The CDC’s Advisory Committee on Immunization Practices (ACIP) decision to remove the universal recommendation for neonatal Hepatitis B vaccination, opting instead for maternal status-based or delayed dosing at 2 months, ignores decades of evidence showing the birth dose prevents perinatal and early horizontal transmission, averting chronic infections and long-term liver disease.

Neo-natal Hepatitis B Vaccination saves thousands of lives every year

This change risks thousands of preventable cases annually. Modelling estimates 1,400 extra paediatric infections, 300 liver cancers, and 480 deaths per year, plus over $222 million in costs, due to gaps in maternal testing, false negatives, and non-perinatal exposures. A review of over 400 studies spanning 40 years found no evidence supporting delay, confirming the birth dose alone cuts perinatal transmission by between 70% and 90%, with protection lasting over 35 years.

Infants contract Hepatitis B primarily perinatally from infected mothers during birth (via blood or fluids), but also through close household contact with chronic carriers via microscopic blood from cuts, shared towels/toothbrushes/nail clippers, or contaminated toys or drinks. Most chronic carriers do not know they are carriers. Even with HBsAg-negative mothers, early infection risk persists from undetected carriers in the home or community, especially in endemic areas or immigrant families from high-prevalence regions. Delaying vaccination to 2 months leaves this vulnerable window unprotected, as transmission frequently occurs in weeks 1-6.

Anti-vaxxers mislead by claiming Hepatitis B spreads only via “high-risk” adult behaviours like sex or drugs, implying zero infant risk beyond maternal infection, and exaggerating newborn vaccine harms like fever without evidence.

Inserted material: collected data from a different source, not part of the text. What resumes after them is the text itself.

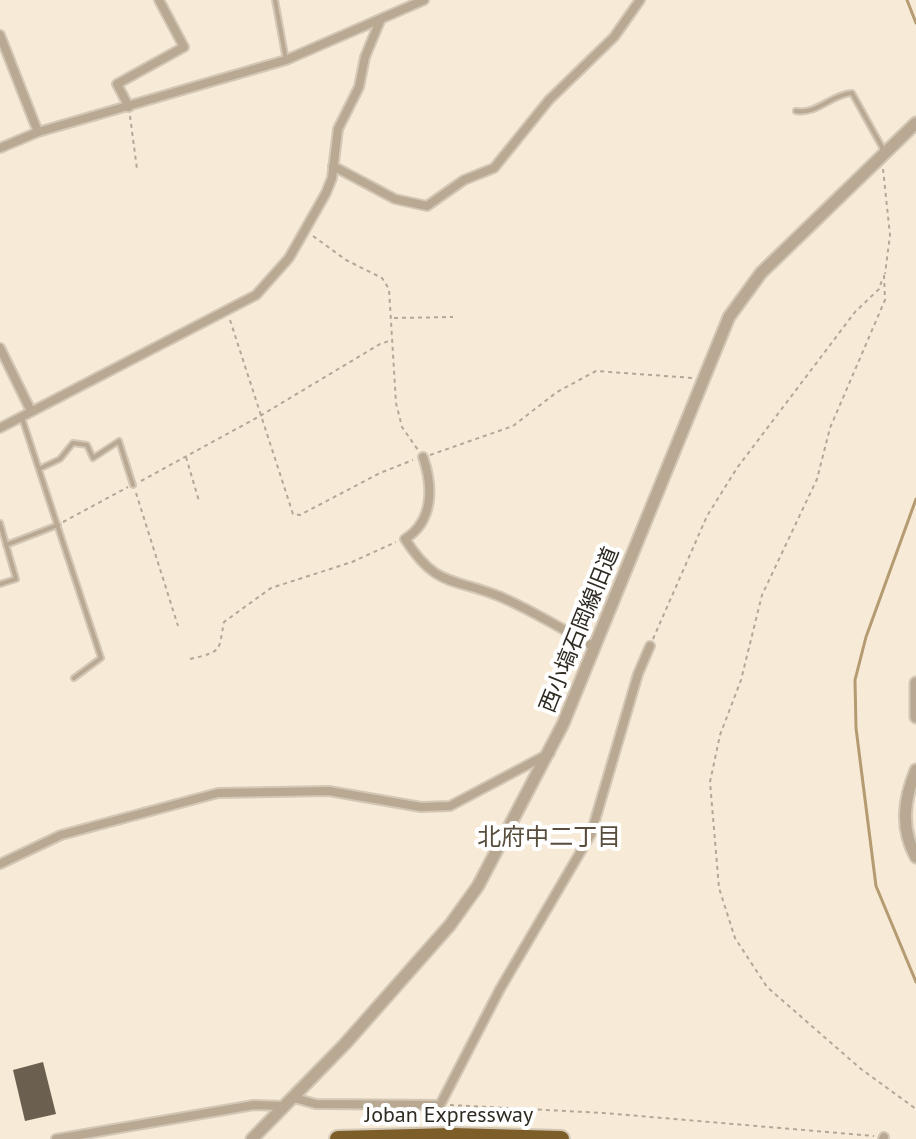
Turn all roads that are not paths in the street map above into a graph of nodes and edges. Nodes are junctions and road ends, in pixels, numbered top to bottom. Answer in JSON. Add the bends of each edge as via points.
{"nodes":[{"id":1,"x":159,"y":0,"type":"edge"},
{"id":2,"x":275,"y":0,"type":"edge"},
{"id":3,"x":424,"y":0,"type":"edge"},
{"id":4,"x":640,"y":0,"type":"edge"},
{"id":5,"x":380,"y":21,"type":"junction"},
{"id":6,"x":0,"y":35,"type":"edge"},
{"id":7,"x":286,"y":60,"type":"junction"},
{"id":8,"x":129,"y":107,"type":"junction"},
{"id":9,"x":796,"y":111,"type":"dead end"},
{"id":10,"x":916,"y":123,"type":"edge"},
{"id":11,"x":38,"y":132,"type":"junction"},
{"id":12,"x":0,"y":148,"type":"edge"},
{"id":13,"x":882,"y":156,"type":"junction"},
{"id":14,"x":333,"y":166,"type":"junction"},
{"id":15,"x":0,"y":348,"type":"edge"},
{"id":16,"x":31,"y":411,"type":"junction"},
{"id":17,"x":21,"y":416,"type":"junction"},
{"id":18,"x":0,"y":428,"type":"edge"},
{"id":19,"x":423,"y":457,"type":"road end"},
{"id":20,"x":39,"y":469,"type":"junction"},
{"id":21,"x":133,"y":485,"type":"road end"},
{"id":22,"x":0,"y":523,"type":"edge"},
{"id":23,"x":58,"y":525,"type":"junction"},
{"id":24,"x":6,"y":545,"type":"junction"},
{"id":25,"x":0,"y":584,"type":"edge"},
{"id":26,"x":650,"y":646,"type":"road end"},
{"id":27,"x":594,"y":647,"type":"junction"},
{"id":28,"x":74,"y":678,"type":"dead end"},
{"id":29,"x":916,"y":683,"type":"edge"},
{"id":30,"x":916,"y":717,"type":"edge"},
{"id":31,"x":550,"y":753,"type":"junction"},
{"id":32,"x":916,"y":770,"type":"edge"},
{"id":33,"x":911,"y":796,"type":"edge"},
{"id":34,"x":916,"y":857,"type":"edge"},
{"id":35,"x":0,"y":864,"type":"edge"},
{"id":36,"x":290,"y":1102,"type":"junction"},
{"id":37,"x":56,"y":1139,"type":"edge"},
{"id":38,"x":252,"y":1139,"type":"edge"},
{"id":39,"x":338,"y":1139,"type":"edge"},
{"id":40,"x":561,"y":1139,"type":"edge"}],
"edges":[{"from":1,"to":8,"type":"street","via":[[184,47],[117,84]]},
{"from":2,"to":7,"type":"lane"},
{"from":3,"to":5,"type":"street"},
{"from":4,"to":14,"type":"street","via":[[614,37],[549,100],[494,168],[464,180],[427,206],[395,199]]},
{"from":5,"to":7,"type":"street"},
{"from":5,"to":14,"type":"street","via":[[359,87],[338,129]]},
{"from":6,"to":11,"type":"street"},
{"from":7,"to":8,"type":"street"},
{"from":8,"to":11,"type":"street"},
{"from":9,"to":13,"type":"lane","via":[[805,113],[852,93]]},
{"from":10,"to":13,"type":"street","name":"西小塙石岡線旧道"},
{"from":11,"to":12,"type":"street"},
{"from":13,"to":27,"type":"street","name":"西小塙石岡線旧道","via":[[747,289],[729,317]]},
{"from":14,"to":16,"type":"street","via":[[326,193],[306,230],[268,285]]},
{"from":15,"to":16,"type":"street"},
{"from":16,"to":17,"type":"street"},
{"from":17,"to":18,"type":"street"},
{"from":17,"to":20,"type":"lane"},
{"from":19,"to":27,"type":"street","via":[[430,494],[423,520],[405,539],[427,568],[445,581],[496,595]]},
{"from":20,"to":21,"type":"lane","via":[[60,459],[73,443],[87,445],[93,458],[119,441]]},
{"from":20,"to":23,"type":"lane"},
{"from":22,"to":24,"type":"lane"},
{"from":23,"to":24,"type":"lane"},
{"from":23,"to":28,"type":"lane","via":[[101,658]]},
{"from":24,"to":25,"type":"lane","via":[[16,579]]},
{"from":26,"to":36,"type":"street","via":[[591,834],[500,989],[440,1105]]},
{"from":27,"to":31,"type":"street","name":"西小塙石岡線旧道"},
{"from":29,"to":30,"type":"street"},
{"from":31,"to":35,"type":"street","via":[[450,806],[421,807],[329,791],[229,791],[61,835]]},
{"from":31,"to":36,"type":"street","name":"西小塙石岡線旧道","via":[[478,886],[450,925]]},
{"from":32,"to":33,"type":"street"},
{"from":33,"to":34,"type":"street","via":[[905,824]]},
{"from":36,"to":37,"type":"street"},
{"from":36,"to":38,"type":"street","name":"西小塙石岡線旧道"},
{"from":39,"to":40,"type":"highway","name":"Joban Expressway"}]}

They falsely portray it as a casual-contact disease (e.g., hugging, sweat, utensils), ignoring blood-borne specifics, while downplaying household risks and universal need due to testing imperfections. This echoes myths that vaccines are “dangerous” for healthy newborns, despite data showing transmission via everyday items like facecloths and toothbrushes.

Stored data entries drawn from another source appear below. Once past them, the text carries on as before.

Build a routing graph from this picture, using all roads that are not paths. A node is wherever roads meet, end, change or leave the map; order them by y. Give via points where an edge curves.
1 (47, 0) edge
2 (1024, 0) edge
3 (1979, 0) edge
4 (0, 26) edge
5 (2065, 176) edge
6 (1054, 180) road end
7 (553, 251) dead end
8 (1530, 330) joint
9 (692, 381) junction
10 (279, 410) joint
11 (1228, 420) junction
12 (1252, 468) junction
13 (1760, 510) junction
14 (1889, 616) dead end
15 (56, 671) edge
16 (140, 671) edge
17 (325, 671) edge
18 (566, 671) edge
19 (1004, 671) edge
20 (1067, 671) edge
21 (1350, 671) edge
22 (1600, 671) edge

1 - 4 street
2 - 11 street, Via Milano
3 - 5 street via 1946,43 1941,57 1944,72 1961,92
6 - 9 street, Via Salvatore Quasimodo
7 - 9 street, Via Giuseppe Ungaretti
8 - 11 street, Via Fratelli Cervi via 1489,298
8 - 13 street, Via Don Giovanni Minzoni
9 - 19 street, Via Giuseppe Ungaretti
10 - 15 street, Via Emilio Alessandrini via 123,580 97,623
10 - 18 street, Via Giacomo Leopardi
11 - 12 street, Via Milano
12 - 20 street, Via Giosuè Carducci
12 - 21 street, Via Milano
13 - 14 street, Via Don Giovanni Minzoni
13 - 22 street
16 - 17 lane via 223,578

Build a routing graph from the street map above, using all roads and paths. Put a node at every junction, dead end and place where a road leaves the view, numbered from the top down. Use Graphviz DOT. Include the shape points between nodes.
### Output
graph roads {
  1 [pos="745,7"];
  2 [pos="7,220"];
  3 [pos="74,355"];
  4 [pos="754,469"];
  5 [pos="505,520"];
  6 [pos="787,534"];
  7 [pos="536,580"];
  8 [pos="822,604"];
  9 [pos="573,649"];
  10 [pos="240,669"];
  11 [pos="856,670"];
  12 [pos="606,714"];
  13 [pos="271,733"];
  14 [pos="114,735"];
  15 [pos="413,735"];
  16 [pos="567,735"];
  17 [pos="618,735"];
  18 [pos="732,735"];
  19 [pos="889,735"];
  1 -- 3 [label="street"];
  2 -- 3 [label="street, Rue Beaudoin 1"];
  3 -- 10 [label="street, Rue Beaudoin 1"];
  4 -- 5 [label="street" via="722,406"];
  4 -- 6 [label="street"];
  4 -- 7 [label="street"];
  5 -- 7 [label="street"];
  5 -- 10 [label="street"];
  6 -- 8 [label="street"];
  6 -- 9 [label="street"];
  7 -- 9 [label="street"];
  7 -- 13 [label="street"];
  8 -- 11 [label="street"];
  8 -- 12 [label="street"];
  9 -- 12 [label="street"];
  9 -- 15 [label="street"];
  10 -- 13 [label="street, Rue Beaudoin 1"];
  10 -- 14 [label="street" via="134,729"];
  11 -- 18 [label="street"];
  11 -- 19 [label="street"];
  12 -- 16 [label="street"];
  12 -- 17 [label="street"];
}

Perinatally infected infants face 80-90% chronicity risk, versus <5% in adults, leading to cirrhosis (20-30% lifetime), hepatocellular carcinoma, liver failure, and death decades later. In other words, the risk to infants of serious long-term harm from Hepatitis B infection is sixteen times higher than for people infected as adults. Chronic paediatric cases silently progress, with 15-25% developing severe outcomes. Vaccination has cut U.S. child acute cases 99% since 1991.

Hepatitis B and its complications cause some 900,000 deaths per year. Neonatal Hepatitis B vaccination in the USA, recommended universally since 1991, has reduced infections dramatically: from approximately 20,000 newborns infected annually to fewer than 20 today, a greater than 99% decline in perinatal cases

Over 1 billion doses since 1982 confirm Hepatitis B vaccine safety: adverse events are rare and mild (e.g., transient pain/fever, matching placebo), with no causal links to neurological issues, SIDS, or autoimmunity in trials/meta-analyses.

This decision by ACIP, like others made by this committee of dunces, will have serious negative long-term effects on health.